■ Brief
Your task is to repeat the entries underneath exactly, minus the pictures.

■ Extracted information
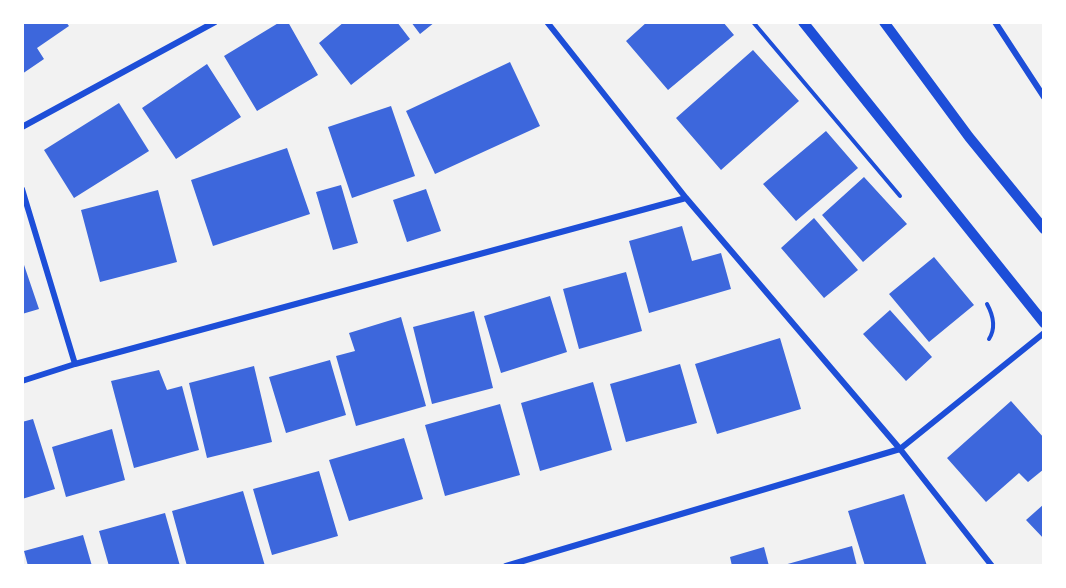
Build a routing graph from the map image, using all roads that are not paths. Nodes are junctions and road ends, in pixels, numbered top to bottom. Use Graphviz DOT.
graph roads {
  1 [pos="215,22"];
  2 [pos="547,22"];
  3 [pos="803,22"];
  4 [pos="884,22"];
  5 [pos="995,22"];
  6 [pos="1044,97"];
  7 [pos="22,127"];
  8 [pos="22,189"];
  9 [pos="686,198"];
  10 [pos="1044,230"];
  11 [pos="1044,323"];
  12 [pos="1044,333"];
  13 [pos="75,364"];
  14 [pos="22,381"];
  15 [pos="900,449"];
  16 [pos="506,566"];
  17 [pos="992,566"];
  1 -- 7 [label="street"];
  2 -- 9 [label="street"];
  3 -- 11 [label="street"];
  4 -- 10 [label="street"];
  5 -- 6 [label="street"];
  8 -- 13 [label="street"];
  9 -- 13 [label="street"];
  9 -- 15 [label="street"];
  12 -- 15 [label="street"];
  13 -- 14 [label="street"];
  15 -- 16 [label="street"];
  15 -- 17 [label="street"];
}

■ Result of this exercise
Build a routing graph from the map image, using all roads that are not paths. Nodes are junctions and road ends, in pixels, numbered top to bottom. Use Graphviz DOT.
graph roads {
  1 [pos="215,22"];
  2 [pos="547,22"];
  3 [pos="803,22"];
  4 [pos="884,22"];
  5 [pos="995,22"];
  6 [pos="1044,97"];
  7 [pos="22,127"];
  8 [pos="22,189"];
  9 [pos="686,198"];
  10 [pos="1044,230"];
  11 [pos="1044,323"];
  12 [pos="1044,333"];
  13 [pos="75,364"];
  14 [pos="22,381"];
  15 [pos="900,449"];
  16 [pos="506,566"];
  17 [pos="992,566"];
  1 -- 7 [label="street"];
  2 -- 9 [label="street"];
  3 -- 11 [label="street"];
  4 -- 10 [label="street"];
  5 -- 6 [label="street"];
  8 -- 13 [label="street"];
  9 -- 13 [label="street"];
  9 -- 15 [label="street"];
  12 -- 15 [label="street"];
  13 -- 14 [label="street"];
  15 -- 16 [label="street"];
  15 -- 17 [label="street"];
}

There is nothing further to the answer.